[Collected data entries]
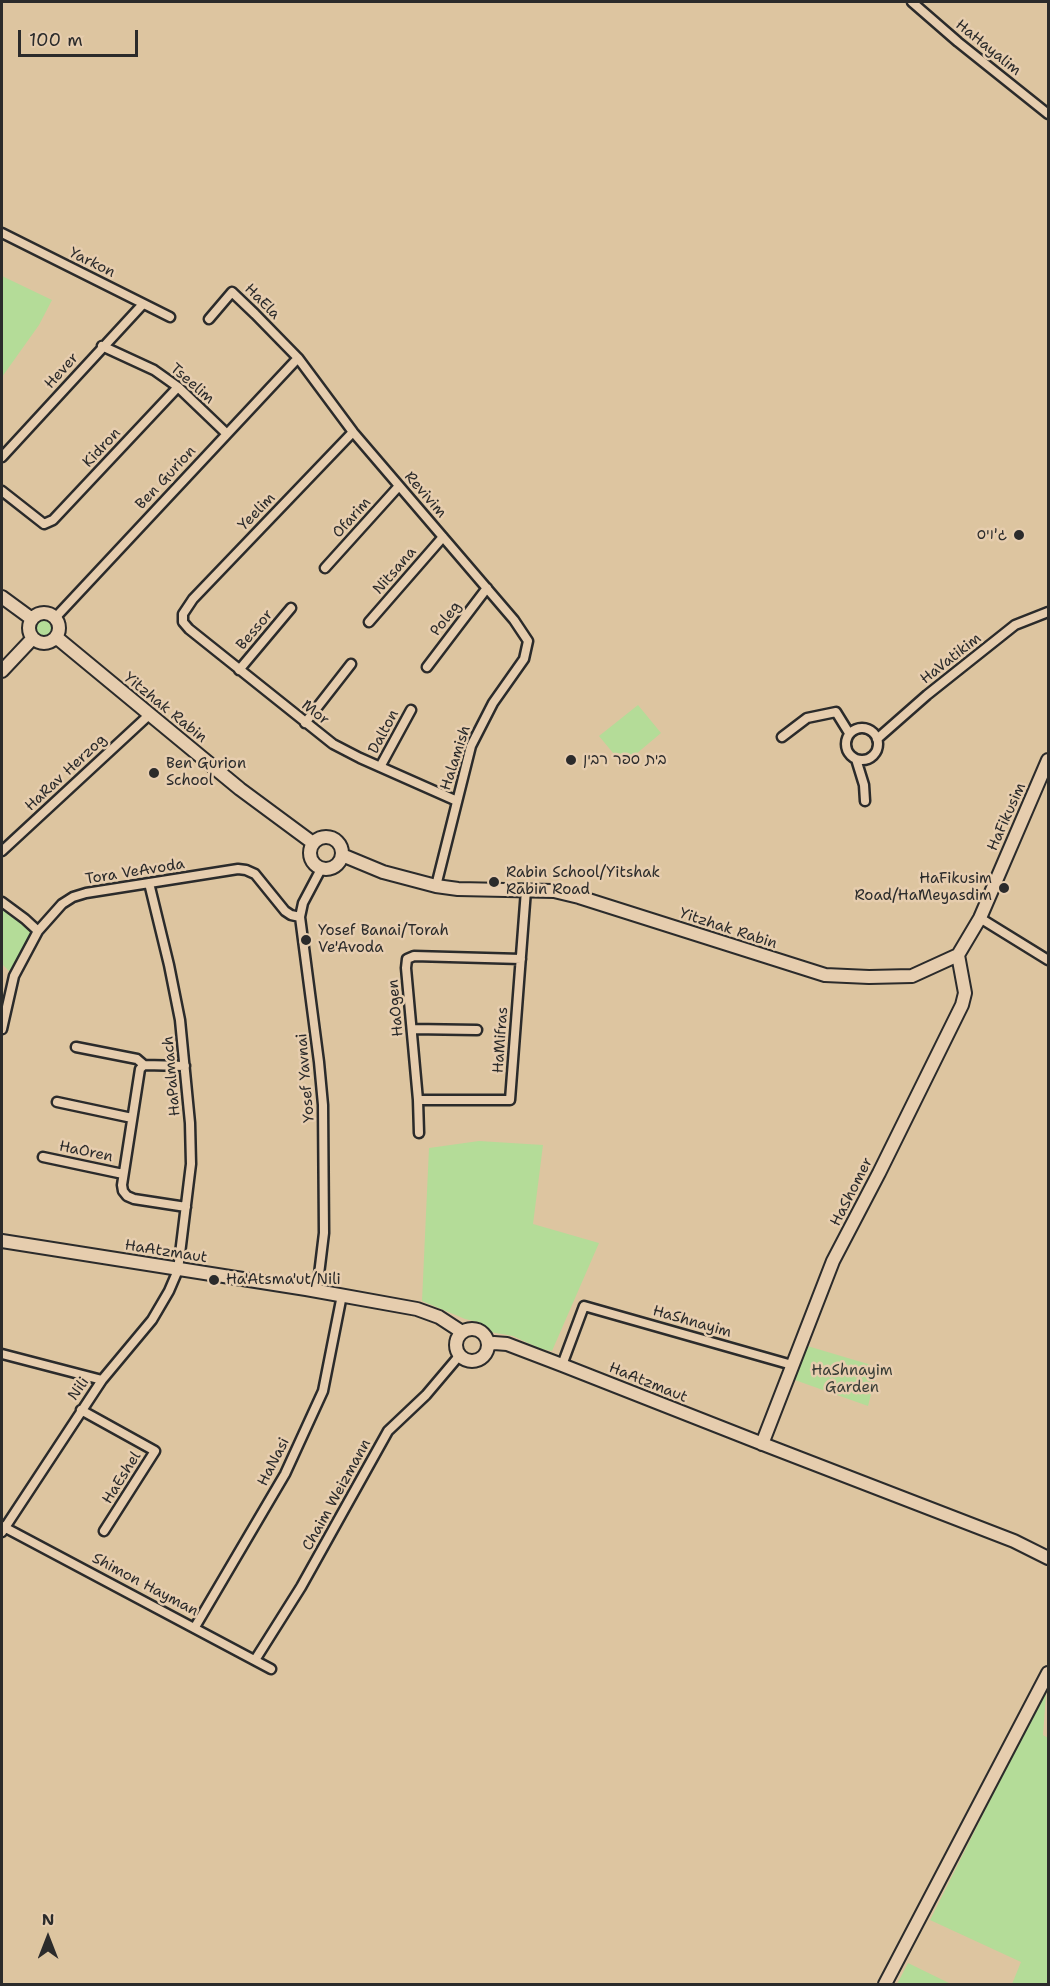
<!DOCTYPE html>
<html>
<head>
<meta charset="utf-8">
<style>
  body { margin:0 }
  #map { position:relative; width:1050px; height:1986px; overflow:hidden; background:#ddc5a0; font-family:"Shantell Sans",sans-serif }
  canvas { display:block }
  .frame { position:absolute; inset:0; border:3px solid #2b2b2b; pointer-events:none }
  .north { position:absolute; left:18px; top:1908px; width:60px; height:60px; -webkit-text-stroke:4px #e6cdae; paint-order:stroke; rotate:0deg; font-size:16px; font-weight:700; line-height:24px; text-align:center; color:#2b2b2b }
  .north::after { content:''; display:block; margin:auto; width:21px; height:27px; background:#2b2b2b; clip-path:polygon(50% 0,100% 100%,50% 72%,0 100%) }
  .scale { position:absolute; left:18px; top:30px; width:120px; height:27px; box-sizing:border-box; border:3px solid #2b2b2b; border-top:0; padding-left:8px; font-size:18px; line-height:21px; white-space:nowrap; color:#2b2b2b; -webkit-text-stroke:4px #e6cdae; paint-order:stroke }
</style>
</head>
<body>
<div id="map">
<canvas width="1050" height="1986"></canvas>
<div class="frame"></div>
<div class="north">N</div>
<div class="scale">100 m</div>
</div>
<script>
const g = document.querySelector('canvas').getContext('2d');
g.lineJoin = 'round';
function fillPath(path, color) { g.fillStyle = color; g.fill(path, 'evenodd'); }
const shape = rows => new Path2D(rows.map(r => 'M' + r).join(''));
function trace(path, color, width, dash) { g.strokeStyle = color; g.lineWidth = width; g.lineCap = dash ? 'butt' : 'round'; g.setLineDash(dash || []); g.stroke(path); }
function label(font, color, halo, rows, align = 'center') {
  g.font = font + ' "Shantell Sans","Playpen Sans Hebrew",sans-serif'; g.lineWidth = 5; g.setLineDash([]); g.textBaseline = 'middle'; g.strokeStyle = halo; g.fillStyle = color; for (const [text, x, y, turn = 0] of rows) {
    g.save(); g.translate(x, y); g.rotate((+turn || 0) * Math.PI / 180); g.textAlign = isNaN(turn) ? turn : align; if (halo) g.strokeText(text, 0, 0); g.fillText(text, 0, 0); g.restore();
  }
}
const green = shape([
  [2,276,52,300,39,325,2,377],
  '32 628a12 12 0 1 1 24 0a12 12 0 1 1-24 0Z',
  [638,705,661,733,623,765,599,736],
  [2,902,38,931,14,976,2,964],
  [479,1141,543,1145,533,1224,599,1243,552,1351,541,1349,513,1336,490,1332,484,1325,478,1322,465,1319,422,1301,429,1148],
  [804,1345,878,1367,868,1406,792,1379],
  [1047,1682,1043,1735,1048,1738,1048,1984,1012,1984,1021,1962,930,1920,1033,1715],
  [908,1963,951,1984,897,1984]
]);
const street = shape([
  [912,2,958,42,1048,114],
  [2,233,170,317],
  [209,319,232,292,255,314,298,358,353,432,514,620,528,641,524,659,493,703,471,746,436,886],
  [102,346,154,370,178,387,227,434],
  [353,432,193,599,183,614,183,622,189,629,333,744,360,758,457,801],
  [2,457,143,304],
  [2,491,44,524,53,520,178,387],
  [325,568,399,486],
  [55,618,298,358],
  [369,622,443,537],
  [427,667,487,588],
  [239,670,291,608],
  [305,723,351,664],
  '846 744a16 16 0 1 1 32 0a16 16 0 1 1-32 0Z',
  [782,737,807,718,836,712,849,733],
  [877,739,927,695,1015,625,1048,612],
  [856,759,864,785,865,801],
  [380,767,411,710],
  [2,851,149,715],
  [2,902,25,919,38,931],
  [980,918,1048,960],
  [2,1029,14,976,38,931,62,904,73,897,86,893,238,869,246,870,255,874,285,911,291,915,300,917],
  [412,1029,477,1030],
  [76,1047,137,1059,144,1065],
  [185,1066,144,1065,140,1069,122,1185,123,1191,127,1196,134,1199,186,1207],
  [418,1100,510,1100,526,890],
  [57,1102,132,1118],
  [419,1133,418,1100,406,968,407,959,414,956,521,959],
  [43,1157,123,1174],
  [317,1291,324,1233,323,1105,319,1062,300,917,303,903,321,869],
  [2,1354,102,1380],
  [562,1365,584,1306,792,1365],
  [81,1410,155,1451,104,1531],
  [2,1526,271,1669],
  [2,1532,102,1380,152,1320,169,1291,178,1270,191,1164,190,1123,180,1020,169,965,149,883],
  [195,1627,285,1474,323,1391,342,1295],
  [255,1660,301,1587,388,1431,426,1395,459,1356]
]);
const secondary = shape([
  [2,597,32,619],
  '29 628a15 15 0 1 1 30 0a15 15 0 1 1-30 0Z',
  [56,637,240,789,313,843],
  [2,671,33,638],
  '310 853a16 16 0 1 1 32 0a16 16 0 1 1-32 0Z',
  [342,855,383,872,436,886,458,889,554,891,579,897,825,975,869,977,912,976,958,955,980,918,1048,760],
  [2,1241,306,1289,417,1309,439,1317,462,1332],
  '456 1345a16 16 0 1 1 32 0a16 16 0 1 1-32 0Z',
  [488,1345,494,1343,507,1344,562,1365,768,1446,1014,1541,1048,1558],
  [762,1444,833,1261,879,1173,962,1005,965,993,958,955],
  [885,1984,1048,1673]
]);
const markers = [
  [1019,535,6,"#2b2b2b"],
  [571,760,6,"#2b2b2b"],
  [154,773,6,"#2b2b2b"],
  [494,882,6,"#2b2b2b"],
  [1004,888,6,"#2b2b2b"],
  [306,940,6,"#2b2b2b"],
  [214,1280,6,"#2b2b2b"]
];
const streetNames = [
  ["HaHayalim",988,48,39],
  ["Yarkon",92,263,26],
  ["HaEla",262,302,45],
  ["Hever",62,371,-48],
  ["Tseelim",192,384,41],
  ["Kidron",102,448,-47],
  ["Ben Gurion",166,478,-47],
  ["Revivim",425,495,49],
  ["Yeelim",257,512,-46],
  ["Ofarim",352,518,-48],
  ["Nitsana",395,571,-49],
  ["Poleg",446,619,-52],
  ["Bessor",255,630,-50],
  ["HaVatikim",951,659,-38],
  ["Yitzhak Rabin",165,708,39],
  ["Mor",315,713,38],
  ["Dalton",384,732,-62],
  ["Halamish",456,758,-72],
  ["HaRav Herzog",66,773,-43],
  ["HaFikusim",1007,817,-66],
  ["Tora VeAvoda",135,872,-9],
  ["Yitzhak Rabin",728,929,18],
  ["HaOgen",396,1008,-95],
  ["HaMifras",501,1040,-86],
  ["HaPalmach",172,1076,-95],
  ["Yosef Yavnai",306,1078,-95],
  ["HaOren",86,1152,12],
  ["HaShomer",852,1192,-63],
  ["HaAtzmaut",166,1252,9],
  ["HaShnayim",692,1322,16],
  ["HaAtzmaut",648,1383,22],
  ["Nili",79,1389,-55],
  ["HaNasi",274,1462,-63],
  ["HaEshel",122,1478,-58],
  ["Chaim Weizmann",337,1495,-61],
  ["Shimon Hayman",145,1585,28]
];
const poiNames = [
  ["ג'ויס",1007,535,"right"],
  ["בית ספר רבין",583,760],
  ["Ben Gurion",166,764],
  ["School",166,781],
  ["Rabin School/Yitshak",506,873],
  ["Rabin Road",506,890],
  ["HaFikusim",992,879,"right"],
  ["Road/HaMeyasdim",992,896,"right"],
  ["Yosef Banai/Torah",318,931],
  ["Ve'Avoda",318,948],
  ["Ha'Atsma'ut/Nili",226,1280]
];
const parkNames = [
  ["HaShnayim",852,1371],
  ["Garden",852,1388]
];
fillPath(green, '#b4dc98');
trace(street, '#2b2b2b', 13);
trace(secondary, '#2b2b2b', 16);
trace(street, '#e6cdae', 8);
trace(secondary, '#e6cdae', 12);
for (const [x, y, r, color] of markers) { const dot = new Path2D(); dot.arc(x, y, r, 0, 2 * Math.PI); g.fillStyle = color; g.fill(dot); trace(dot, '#e6cdae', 2); }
label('15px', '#2b2b2b', '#e6cdae', streetNames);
label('15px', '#2b2b2b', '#e6cdae', poiNames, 'left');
label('15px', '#393d36', '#e6cdae', parkNames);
</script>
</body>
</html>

DESCRIPTION OF THE TASK:
Find the word "function" in the entries and show each line where it is found.

EXPECTED ANSWER:
function fillPath(path, color) { g.fillStyle = color; g.fill(path, 'evenodd'); }
function trace(path, color, width, dash) { g.strokeStyle = color; g.lineWidth = width; g.lineCap = dash ? 'butt' : 'round'; g.setLineDash(dash || []); g.stroke(path); }
function label(font, color, halo, rows, align = 'center') {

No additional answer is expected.